Vestiu a roupa de ficar em casa mais arrumadinha que tinha, os barulhos que vinham da sala a deixavam animada, cruzou a porta do quarto dando de cara com com correria do dia a dia que ela tinha acabado de conhecer. Ruth tomava café e o pai saia do banheiro indo em direção a ela.
— Não precisava acordar tão cedo. — O homem disse sorrindo — Bom dia.
—Bom dia... — Índia se sentou à mesa, o que deveria fazer agora? Puxar um assunto? Somente comer?
— Índia, eu esqueci de falar com você ontem. — Ruth sorriu — Como eu e seu pai saímos cedo pro trabalho, eu pago uma vizinha para ficar com a Stéfany pela manhã até a hora de ir pra escola, daqui daqui pouco a Carol deve estar por aqui... ela é um anjo!
Certo, mais gente para conhecer, Índia não sabia dizer se aquilo era bom ou ruim e a deixava com mais dúvidas, agora que estava na casa ia olhar Stéfany? Não que fosse algo ruim, mas nunca tinha tido contato com criança, e com certeza não ia bancar o papel de irmã mais velha. As seis e meia Índia já estava sentada sozinha no sofá, pensando que realmente deveria ter permanecido dormindo, encarou o celular, nenhuma mensagem, até sua mãe só mandaria mensagem mais tarde, nada de novo em lugar nenhum. As sete a porta da sala se mexeu, Índia praticamente saltou do sofá tomando posição para enfrentar quem quer que fosse, a porta se abriu revelando uma menina, que não deveria ser mais velha que Índia, a vizinha, se lembrou.

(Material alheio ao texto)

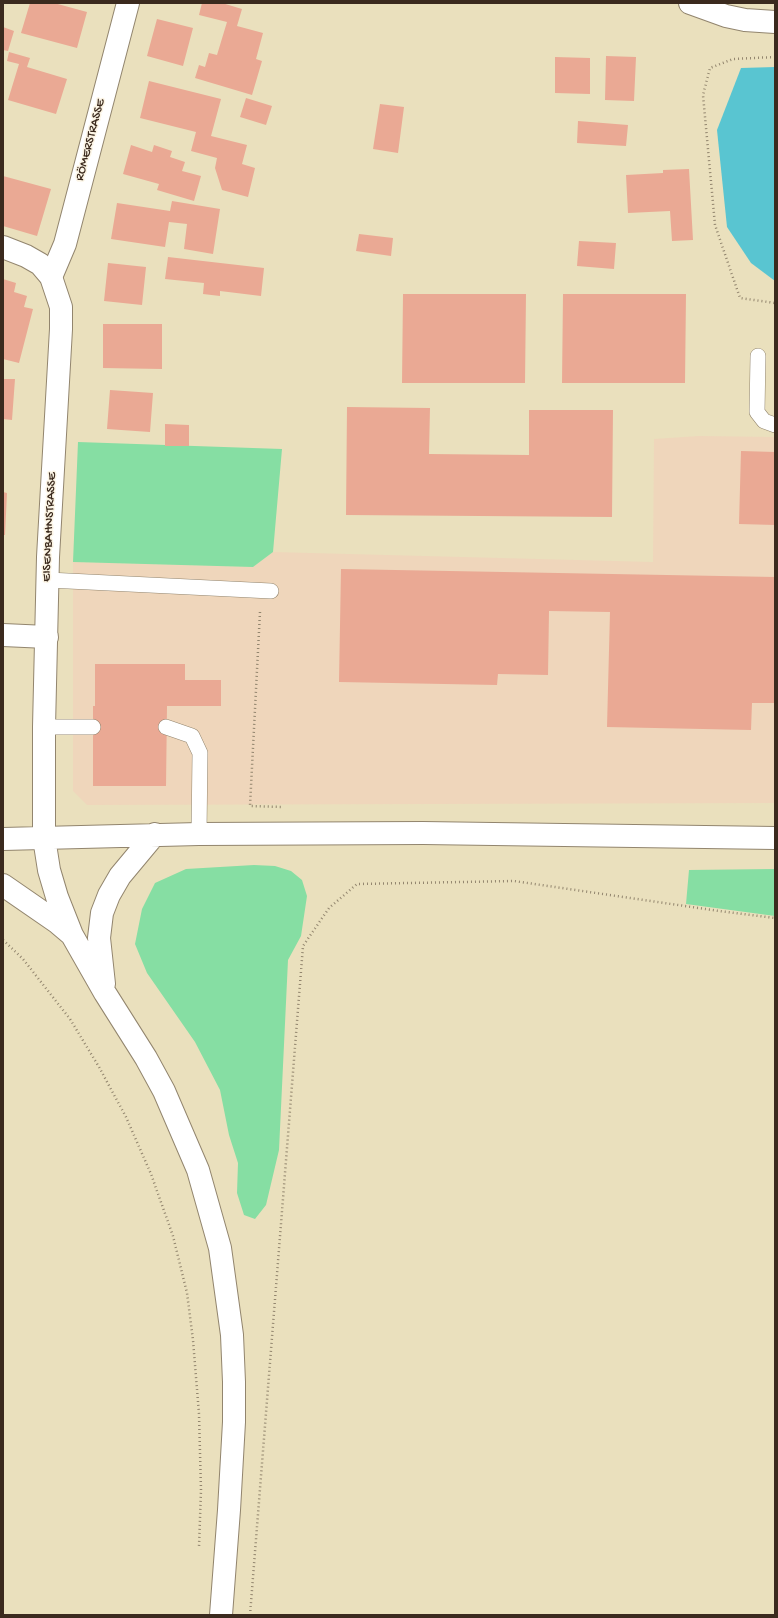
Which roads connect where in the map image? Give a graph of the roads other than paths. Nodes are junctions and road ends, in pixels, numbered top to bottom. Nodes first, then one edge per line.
1 (128, 3) edge
2 (690, 3) edge
3 (775, 22) edge
4 (3, 247) edge
5 (51, 277) junction
6 (758, 356) dead end
7 (775, 425) edge
8 (48, 580) junction
9 (271, 591) dead end
10 (3, 635) edge
11 (47, 637) junction
12 (44, 727) junction
13 (93, 727) dead end
14 (166, 727) dead end
15 (155, 834) junction
16 (199, 834) junction
17 (44, 838) junction
18 (775, 838) edge
19 (3, 839) edge
20 (3, 885) edge
21 (72, 935) junction
22 (105, 993) junction
23 (221, 1615) edge

1 - 5 main road, RÖMERSTRASSE
2 - 3 main road
4 - 5 main road, EISENBAHNSTRASSE
5 - 8 main road, EISENBAHNSTRASSE
6 - 7 lane
8 - 9 lane
8 - 11 main road, EISENBAHNSTRASSE
10 - 11 main road
11 - 12 main road, EISENBAHNSTRASSE
12 - 13 lane
12 - 17 main road, EISENBAHNSTRASSE
14 - 16 lane
15 - 16 main road
15 - 17 main road
15 - 22 main road
16 - 18 main road
17 - 19 main road
17 - 21 main road, EISENBAHNSTRASSE
20 - 21 main road
21 - 22 main road
22 - 23 main road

— Oi... — A garota encarou Índia um pouco desconfiada
— Oi! — Índia sorriu ainda com um nó na barriga enquanto uma voz na sua cabeça gritava, podia ter sido o Unicórnio
— A Stéfany já acordou? — Índia negou — Ela nunca acorda cedo, bem, eu sou a Carolina.
— Índia.
As duas se comprimentaram com um abraço, Carolina era alguns centímetros menor que Índia, o cabelo cacheado vermelho, um vermelho bem forte que parecia brilhar, estava amarrado em um rabo de cavalo, vestia uma calça de moletom e blusa sem mangas.
— Então você é a famosa Índia? — O coração de Índia bateu forte, e se Carolina começasse a falar sobre as mortes, e se perguntasse coisas difíceis de responder, Índia apenas queria fugir — Sabe o seu pai falou de você várias e várias vezes, acho que ele espera que sejamos melhores amigas, você tem uma melhor amiga Índia?

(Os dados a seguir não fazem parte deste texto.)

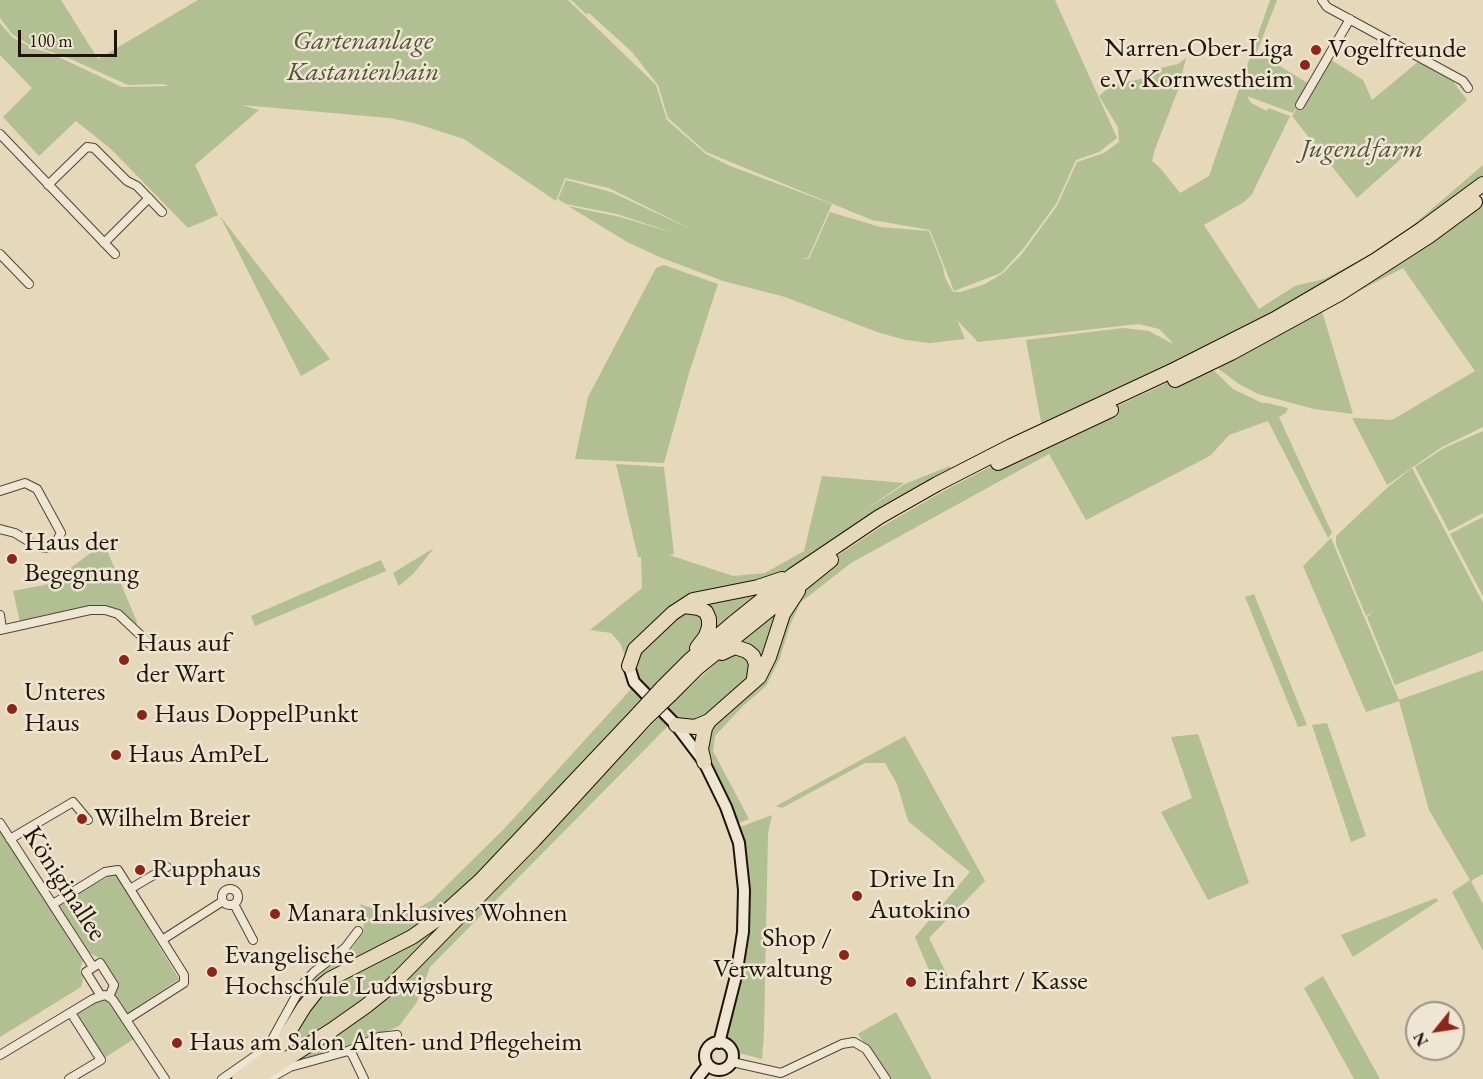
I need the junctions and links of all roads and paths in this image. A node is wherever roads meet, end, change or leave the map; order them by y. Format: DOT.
graph roads {
  1 [pos="1322,0"];
  2 [pos="1350,19"];
  3 [pos="1468,88"];
  4 [pos="1300,105"];
  5 [pos="0,134"];
  6 [pos="48,184"];
  7 [pos="1483,184"];
  8 [pos="1483,196"];
  9 [pos="148,198"];
  10 [pos="162,212"];
  11 [pos="104,243"];
  12 [pos="0,254"];
  13 [pos="115,254"];
  14 [pos="29,284"];
  15 [pos="1229,349"];
  16 [pos="1179,373"];
  17 [pos="0,491"];
  18 [pos="0,529"];
  19 [pos="819,568"];
  20 [pos="794,575"];
  21 [pos="684,606"];
  22 [pos="0,615"];
  23 [pos="1,629"];
  24 [pos="150,644"];
  25 [pos="694,663"];
  26 [pos="629,666"];
  27 [pos="751,685"];
  28 [pos="642,716"];
  29 [pos="709,721"];
  30 [pos="676,725"];
  31 [pos="704,762"];
  32 [pos="88,820"];
  33 [pos="0,824"];
  34 [pos="10,838"];
  35 [pos="166,867"];
  36 [pos="130,890"];
  37 [pos="223,901"];
  38 [pos="53,904"];
  39 [pos="234,904"];
  40 [pos="358,931"];
  41 [pos="162,940"];
  42 [pos="253,940"];
  43 [pos="93,967"];
  44 [pos="105,996"];
  45 [pos="71,1012"];
  46 [pos="126,1020"];
  47 [pos="397,1035"];
  48 [pos="719,1042"];
  49 [pos="348,1051"];
  50 [pos="0,1055"];
  51 [pos="732,1062"];
  52 [pos="708,1065"];
  53 [pos="71,1078"];
  54 [pos="165,1079"];
  55 [pos="222,1079"];
  56 [pos="239,1079"];
  57 [pos="255,1079"];
  58 [pos="270,1079"];
  59 [pos="364,1079"];
  60 [pos="697,1079"];
  61 [pos="886,1079"];
  1 -- 2 [label="street"];
  2 -- 3 [label="street"];
  2 -- 4 [label="street"];
  5 -- 6 [label="street"];
  6 -- 9 [label="street"];
  6 -- 11 [label="street"];
  7 -- 15 [label="highway"];
  8 -- 15 [label="highway"];
  9 -- 10 [label="street"];
  9 -- 11 [label="street"];
  11 -- 13 [label="street"];
  12 -- 14 [label="street"];
  15 -- 16 [label="highway"];
  16 -- 19 [label="highway"];
  16 -- 20 [label="highway"];
  17 -- 18 [label="street"];
  19 -- 25 [label="highway"];
  19 -- 27 [label="highway"];
  20 -- 21 [label="highway"];
  20 -- 25 [label="highway"];
  21 -- 25 [label="highway"];
  21 -- 26 [label="highway"];
  22 -- 23 [label="street"];
  23 -- 24 [label="street"];
  25 -- 27 [label="highway"];
  25 -- 28 [label="highway, bridge"];
  26 -- 30 [label="main road"];
  27 -- 29 [label="highway"];
  28 -- 56 [label="highway"];
  28 -- 57 [label="highway"];
  29 -- 30 [label="highway"];
  29 -- 31 [label="highway"];
  30 -- 31 [label="main road"];
  31 -- 48 [label="main road"];
  32 -- 34 [label="street"];
  33 -- 34 [label="street, Königinallee"];
  34 -- 38 [label="street, Königinallee"];
  35 -- 36 [label="street"];
  36 -- 38 [label="street"];
  36 -- 41 [label="street"];
  37 -- 39 [label="street"];
  37 -- 39 [label="street"];
  37 -- 41 [label="street"];
  38 -- 43 [label="street, Königinallee"];
  39 -- 42 [label="street"];
  40 -- 55 [label="street"];
  41 -- 46 [label="street"];
  43 -- 44 [label="street, Königinallee"];
  43 -- 44 [label="street, Königinallee"];
  44 -- 45 [label="street"];
  44 -- 46 [label="street, Königinallee"];
  45 -- 50 [label="street"];
  45 -- 53 [label="street"];
  46 -- 54 [label="street, Königinallee"];
  47 -- 49 [label="street"];
  48 -- 51 [label="main road"];
  48 -- 52 [label="main road"];
  49 -- 58 [label="street"];
  49 -- 59 [label="street"];
  51 -- 52 [label="main road"];
  51 -- 61 [label="street"];
  52 -- 60 [label="main road"];
}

Não tenho muitos amigos depois que mais da metade deles morreu. Pensou, mas preferiu se manter a uma pequena e simples palavra.
— Não.
— Eu sei, cidade nova, todos desaparecem, agora você tem uma amiga! — Carolina sorriu animada se jogando no sofá e chamando Índia — Acho que sei tudo de você, não tudo, mas seu pai me narrou um monte de coisa.
— Até onde ele narrou?
— Filha exemplar, amor da mamãe, verdadeiro futuro da nação. — Carolina se sentia realmente em casa, puxou o controle e ligou a televisão — Que você passou História, que vai começar no segundo semestre, coisas básicas, relaxa, ele não me deu o número do seu cpf.
— E você? Sabe tudo de mim, e eu não sei nadinha de você. — Índia arqueou uma sobrancelha, estava começando a se sentir à vontade
— Carolina, mas todo mundo me chama de Rol, tenho 20, acho que tem um ano e meio que tô aqui, fiz um semestre de pedagogia, mas abandonei, fiz Enem e passei pra História, então seremos coleguinhas de turma.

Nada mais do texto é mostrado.